TASK INPUTS>
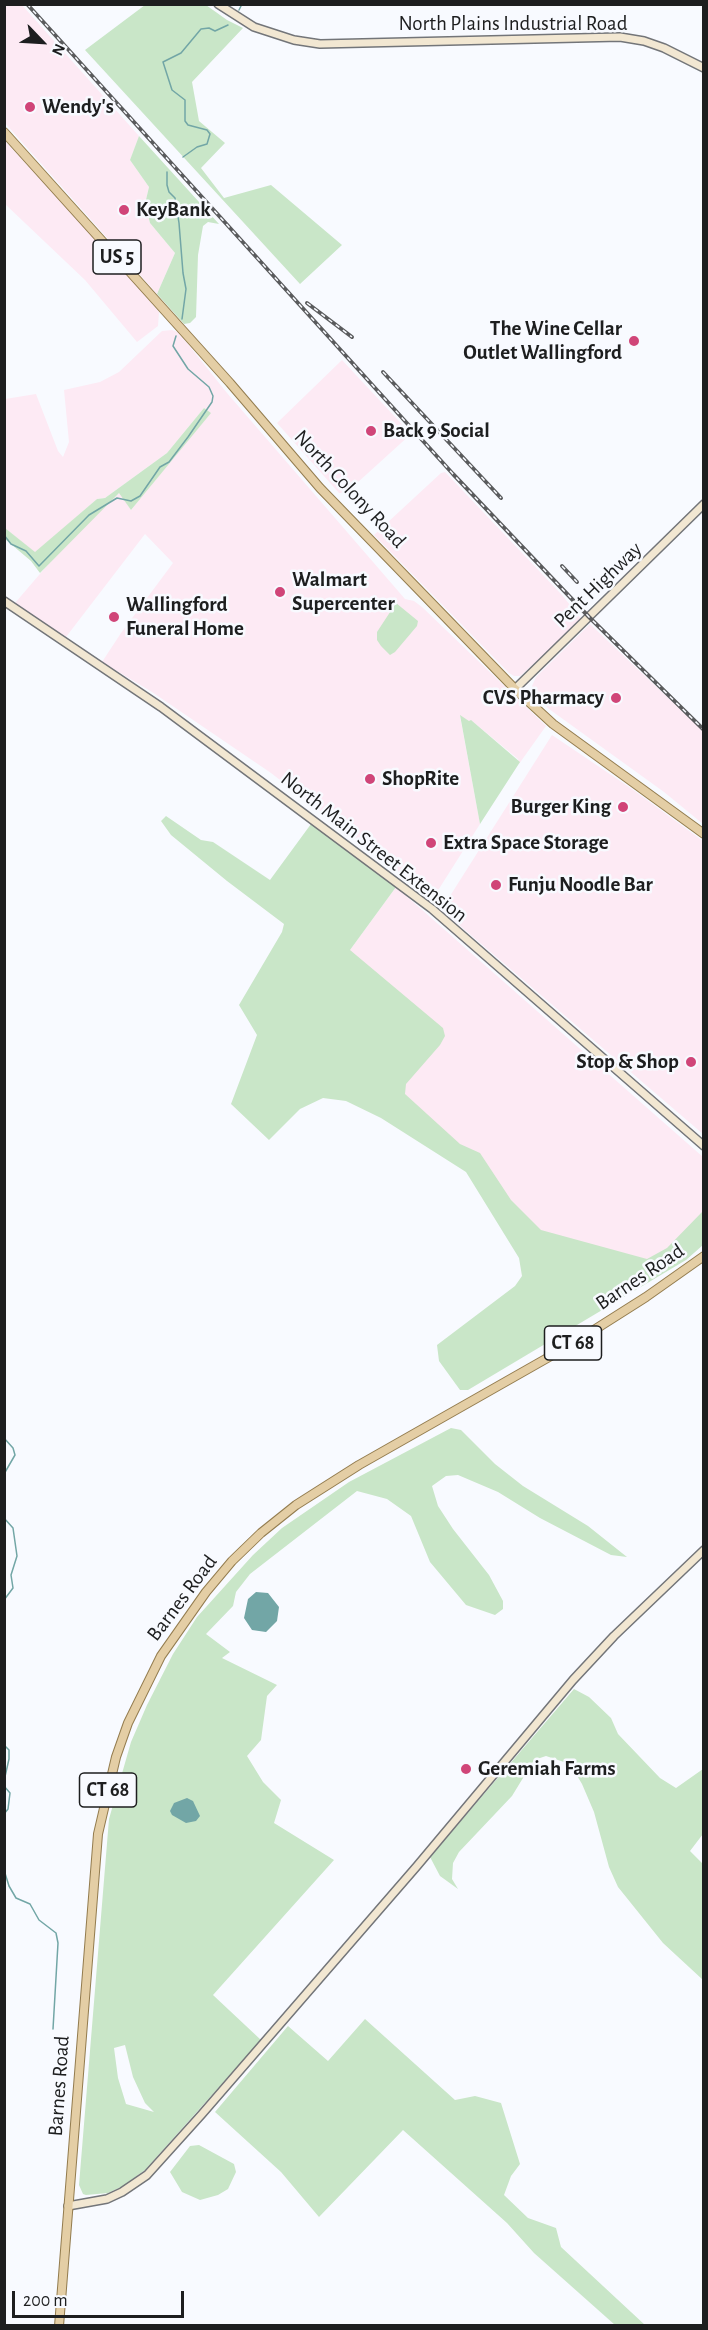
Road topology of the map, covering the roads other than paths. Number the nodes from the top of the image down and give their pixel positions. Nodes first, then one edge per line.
1 (218, 4) edge
2 (704, 68) edge
3 (4, 132) edge
4 (704, 504) edge
5 (4, 601) edge
6 (515, 689) junction
7 (704, 834) edge
8 (704, 1146) edge
9 (704, 1256) edge
10 (704, 1550) edge
11 (68, 2206) junction
12 (59, 2325) edge

1 - 2 street, North Plains Industrial Road
3 - 6 main road, North Colony Road / US 5
4 - 6 street, Pent Highway
5 - 8 street, North Main Street Extension
6 - 7 main road, North Colony Road / US 5
9 - 11 main road, Barnes Road / CT 68
10 - 11 street
11 - 12 main road, Barnes Road / CT 68

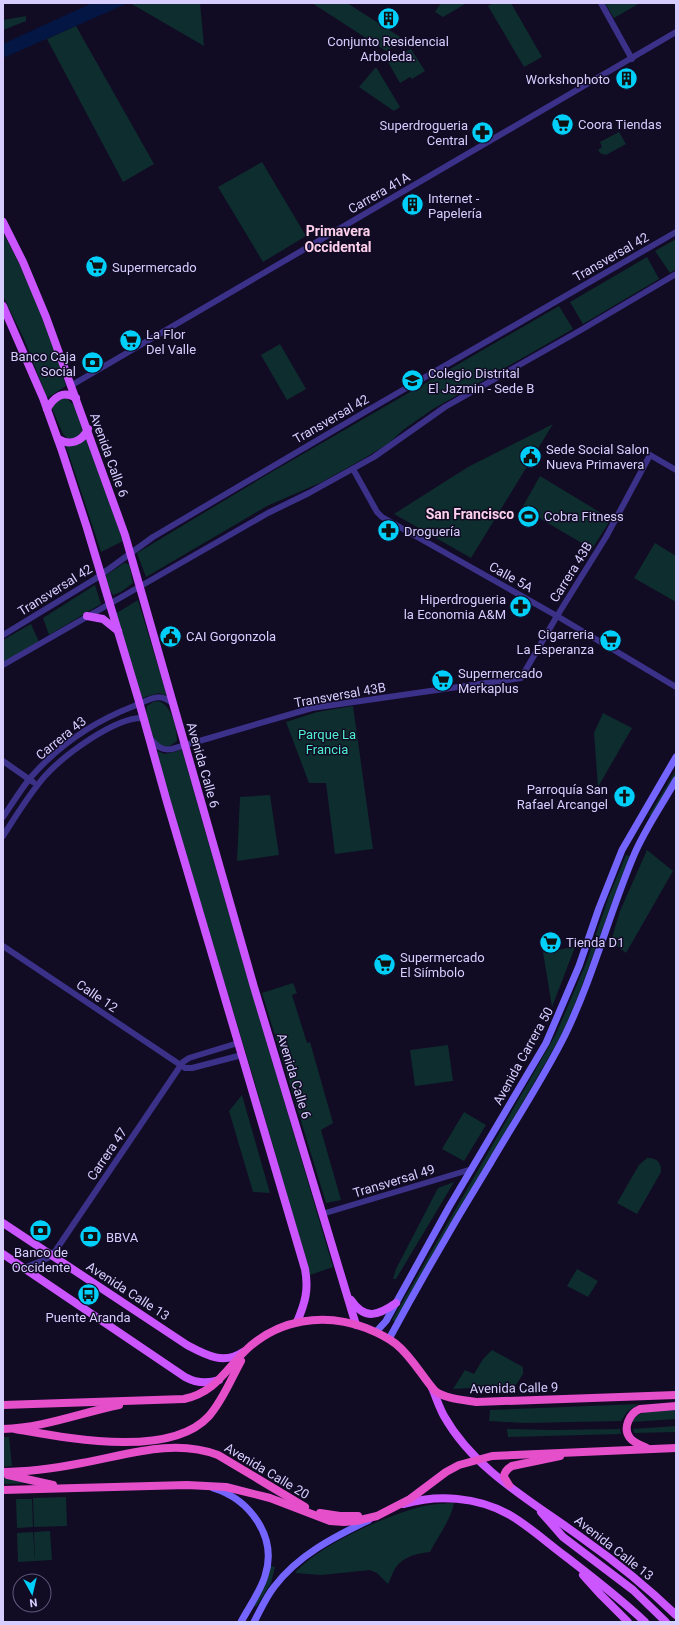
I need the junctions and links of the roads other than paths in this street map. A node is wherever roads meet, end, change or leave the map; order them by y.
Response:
1 (601, 3) edge
2 (676, 32) edge
3 (632, 58) junction
4 (3, 222) edge
5 (676, 232) edge
6 (676, 274) edge
7 (3, 306) edge
8 (72, 385) junction
9 (76, 398) junction
10 (47, 409) junction
11 (88, 429) junction
12 (58, 439) junction
13 (352, 469) junction
14 (676, 470) edge
15 (130, 553) junction
16 (101, 574) junction
17 (139, 586) junction
18 (109, 603) junction
19 (87, 616) junction
20 (557, 616) junction
21 (118, 631) junction
22 (3, 635) edge
23 (3, 665) edge
24 (521, 678) joint
25 (676, 687) edge
26 (140, 703) junction
27 (173, 704) junction
28 (143, 718) junction
29 (148, 736) junction
30 (185, 746) junction
31 (676, 757) edge
32 (3, 761) edge
33 (29, 780) junction
34 (676, 780) edge
35 (37, 786) junction
36 (3, 817) edge
37 (3, 836) edge
38 (3, 946) edge
39 (238, 1043) junction
40 (242, 1055) junction
41 (180, 1065) junction
42 (472, 1169) junction
43 (322, 1214) junction
44 (3, 1223) edge
45 (3, 1254) edge
46 (51, 1256) junction
47 (24, 1268) junction
48 (346, 1293) junction
49 (396, 1303) junction
50 (297, 1322) junction
51 (356, 1324) junction
52 (376, 1332) junction
53 (389, 1339) junction
54 (247, 1350) junction
55 (219, 1380) junction
56 (432, 1388) junction
57 (676, 1395) edge
58 (153, 1400) junction
59 (3, 1405) edge
60 (676, 1406) edge
61 (3, 1429) edge
62 (16, 1429) junction
63 (676, 1448) edge
64 (650, 1449) junction
65 (585, 1451) junction
66 (478, 1460) junction
67 (3, 1473) edge
68 (509, 1485) junction
69 (198, 1486) junction
70 (64, 1488) junction
71 (3, 1490) edge
72 (534, 1503) junction
73 (399, 1505) junction
74 (377, 1516) junction
75 (571, 1560) junction
76 (675, 1614) edge
77 (241, 1622) edge
78 (254, 1622) edge
79 (628, 1622) edge
80 (645, 1622) edge
81 (666, 1622) edge
82 (676, 1622) edge

1 - 3 street
2 - 3 street, Carrera 41A
3 - 8 street, Carrera 41A
4 - 8 main road, Avenida Calle 6
5 - 15 street, Transversal 42
6 - 13 street
7 - 10 main road
8 - 9 main road, Avenida Calle 6
9 - 10 main road
9 - 11 main road, Avenida Calle 6
10 - 12 main road
11 - 12 main road
11 - 15 main road, Avenida Calle 6
12 - 16 main road
13 - 17 street
13 - 20 street, Calle 5A
14 - 20 street, Carrera 43B
15 - 16 street, Transversal 42
15 - 17 main road, Avenida Calle 6
16 - 18 main road
16 - 22 street, Transversal 42
17 - 18 street
17 - 27 main road, Avenida Calle 6
18 - 19 street
18 - 21 main road
19 - 21 main road
19 - 23 street
20 - 24 street, Carrera 43B
20 - 25 street, Calle 5A
21 - 26 main road
24 - 30 street, Transversal 43B
26 - 27 street, Carrera 43
26 - 28 main road
26 - 33 street, Carrera 43
27 - 30 main road, Avenida Calle 6
28 - 29 main road
28 - 35 street, Carrera 43
29 - 30 street, Transversal 43B
29 - 39 main road
30 - 43 main road, Avenida Calle 6
31 - 42 main road, Avenida Carrera 50
32 - 33 street
33 - 35 street
33 - 36 street, Carrera 43
34 - 53 main road, Avenida Carrera 50
35 - 37 street, Carrera 43
38 - 41 street, Calle 12
39 - 40 main road
39 - 41 street, Carrera 47
40 - 41 street
40 - 50 main road
41 - 46 street, Carrera 47
42 - 43 street, Transversal 49
42 - 49 main road, Avenida Carrera 50
43 - 48 main road, Avenida Calle 6
44 - 46 main road, Avenida Calle 13
45 - 47 main road
46 - 47 street
46 - 54 main road, Avenida Calle 13
47 - 55 main road
48 - 49 main road
48 - 51 main road, Avenida Calle 6
49 - 52 main road, Avenida Carrera 50
50 - 51 highway, Avenida Calle 9
50 - 54 highway, Avenida Calle 9
51 - 52 highway, Avenida Calle 9
52 - 53 highway, Avenida Calle 9
53 - 56 highway, Avenida Calle 9
54 - 55 highway
54 - 62 highway
55 - 58 highway
56 - 57 highway, Avenida Calle 9
56 - 66 main road, Avenida Calle 13
58 - 59 highway
58 - 62 highway
60 - 64 highway
61 - 62 highway
63 - 64 highway
64 - 65 highway
65 - 66 highway, Avenida Calle 20
65 - 68 highway
66 - 68 main road, Avenida Calle 13
66 - 73 highway, Avenida Calle 20
67 - 70 highway
67 - 73 highway, Avenida Calle 20
68 - 72 main road, Avenida Calle 13
69 - 70 highway, Avenida Calle 20
69 - 74 highway, Avenida Calle 20
69 - 77 main road, Avenida Calle 20
70 - 71 highway, Avenida Calle 20
72 - 76 main road, Avenida Calle 13
72 - 81 main road, Avenida Calle 13
73 - 74 highway, Avenida Calle 20
73 - 75 main road
74 - 78 main road
75 - 79 main road
75 - 80 main road
76 - 82 main road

EXERCISE>
Reproduce the material in its entirety and word for word, without the pictures.

RESPONSE FOR THIS EXERCISE>
Road topology of the map, covering the roads other than paths. Number the nodes from the top of the image down and give their pixel positions. Nodes first, then one edge per line.
1 (218, 4) edge
2 (704, 68) edge
3 (4, 132) edge
4 (704, 504) edge
5 (4, 601) edge
6 (515, 689) junction
7 (704, 834) edge
8 (704, 1146) edge
9 (704, 1256) edge
10 (704, 1550) edge
11 (68, 2206) junction
12 (59, 2325) edge

1 - 2 street, North Plains Industrial Road
3 - 6 main road, North Colony Road / US 5
4 - 6 street, Pent Highway
5 - 8 street, North Main Street Extension
6 - 7 main road, North Colony Road / US 5
9 - 11 main road, Barnes Road / CT 68
10 - 11 street
11 - 12 main road, Barnes Road / CT 68

I need the junctions and links of the roads other than paths in this street map. A node is wherever roads meet, end, change or leave the map; order them by y.
Response:
1 (601, 3) edge
2 (676, 32) edge
3 (632, 58) junction
4 (3, 222) edge
5 (676, 232) edge
6 (676, 274) edge
7 (3, 306) edge
8 (72, 385) junction
9 (76, 398) junction
10 (47, 409) junction
11 (88, 429) junction
12 (58, 439) junction
13 (352, 469) junction
14 (676, 470) edge
15 (130, 553) junction
16 (101, 574) junction
17 (139, 586) junction
18 (109, 603) junction
19 (87, 616) junction
20 (557, 616) junction
21 (118, 631) junction
22 (3, 635) edge
23 (3, 665) edge
24 (521, 678) joint
25 (676, 687) edge
26 (140, 703) junction
27 (173, 704) junction
28 (143, 718) junction
29 (148, 736) junction
30 (185, 746) junction
31 (676, 757) edge
32 (3, 761) edge
33 (29, 780) junction
34 (676, 780) edge
35 (37, 786) junction
36 (3, 817) edge
37 (3, 836) edge
38 (3, 946) edge
39 (238, 1043) junction
40 (242, 1055) junction
41 (180, 1065) junction
42 (472, 1169) junction
43 (322, 1214) junction
44 (3, 1223) edge
45 (3, 1254) edge
46 (51, 1256) junction
47 (24, 1268) junction
48 (346, 1293) junction
49 (396, 1303) junction
50 (297, 1322) junction
51 (356, 1324) junction
52 (376, 1332) junction
53 (389, 1339) junction
54 (247, 1350) junction
55 (219, 1380) junction
56 (432, 1388) junction
57 (676, 1395) edge
58 (153, 1400) junction
59 (3, 1405) edge
60 (676, 1406) edge
61 (3, 1429) edge
62 (16, 1429) junction
63 (676, 1448) edge
64 (650, 1449) junction
65 (585, 1451) junction
66 (478, 1460) junction
67 (3, 1473) edge
68 (509, 1485) junction
69 (198, 1486) junction
70 (64, 1488) junction
71 (3, 1490) edge
72 (534, 1503) junction
73 (399, 1505) junction
74 (377, 1516) junction
75 (571, 1560) junction
76 (675, 1614) edge
77 (241, 1622) edge
78 (254, 1622) edge
79 (628, 1622) edge
80 (645, 1622) edge
81 (666, 1622) edge
82 (676, 1622) edge

1 - 3 street
2 - 3 street, Carrera 41A
3 - 8 street, Carrera 41A
4 - 8 main road, Avenida Calle 6
5 - 15 street, Transversal 42
6 - 13 street
7 - 10 main road
8 - 9 main road, Avenida Calle 6
9 - 10 main road
9 - 11 main road, Avenida Calle 6
10 - 12 main road
11 - 12 main road
11 - 15 main road, Avenida Calle 6
12 - 16 main road
13 - 17 street
13 - 20 street, Calle 5A
14 - 20 street, Carrera 43B
15 - 16 street, Transversal 42
15 - 17 main road, Avenida Calle 6
16 - 18 main road
16 - 22 street, Transversal 42
17 - 18 street
17 - 27 main road, Avenida Calle 6
18 - 19 street
18 - 21 main road
19 - 21 main road
19 - 23 street
20 - 24 street, Carrera 43B
20 - 25 street, Calle 5A
21 - 26 main road
24 - 30 street, Transversal 43B
26 - 27 street, Carrera 43
26 - 28 main road
26 - 33 street, Carrera 43
27 - 30 main road, Avenida Calle 6
28 - 29 main road
28 - 35 street, Carrera 43
29 - 30 street, Transversal 43B
29 - 39 main road
30 - 43 main road, Avenida Calle 6
31 - 42 main road, Avenida Carrera 50
32 - 33 street
33 - 35 street
33 - 36 street, Carrera 43
34 - 53 main road, Avenida Carrera 50
35 - 37 street, Carrera 43
38 - 41 street, Calle 12
39 - 40 main road
39 - 41 street, Carrera 47
40 - 41 street
40 - 50 main road
41 - 46 street, Carrera 47
42 - 43 street, Transversal 49
42 - 49 main road, Avenida Carrera 50
43 - 48 main road, Avenida Calle 6
44 - 46 main road, Avenida Calle 13
45 - 47 main road
46 - 47 street
46 - 54 main road, Avenida Calle 13
47 - 55 main road
48 - 49 main road
48 - 51 main road, Avenida Calle 6
49 - 52 main road, Avenida Carrera 50
50 - 51 highway, Avenida Calle 9
50 - 54 highway, Avenida Calle 9
51 - 52 highway, Avenida Calle 9
52 - 53 highway, Avenida Calle 9
53 - 56 highway, Avenida Calle 9
54 - 55 highway
54 - 62 highway
55 - 58 highway
56 - 57 highway, Avenida Calle 9
56 - 66 main road, Avenida Calle 13
58 - 59 highway
58 - 62 highway
60 - 64 highway
61 - 62 highway
63 - 64 highway
64 - 65 highway
65 - 66 highway, Avenida Calle 20
65 - 68 highway
66 - 68 main road, Avenida Calle 13
66 - 73 highway, Avenida Calle 20
67 - 70 highway
67 - 73 highway, Avenida Calle 20
68 - 72 main road, Avenida Calle 13
69 - 70 highway, Avenida Calle 20
69 - 74 highway, Avenida Calle 20
69 - 77 main road, Avenida Calle 20
70 - 71 highway, Avenida Calle 20
72 - 76 main road, Avenida Calle 13
72 - 81 main road, Avenida Calle 13
73 - 74 highway, Avenida Calle 20
73 - 75 main road
74 - 78 main road
75 - 79 main road
75 - 80 main road
76 - 82 main road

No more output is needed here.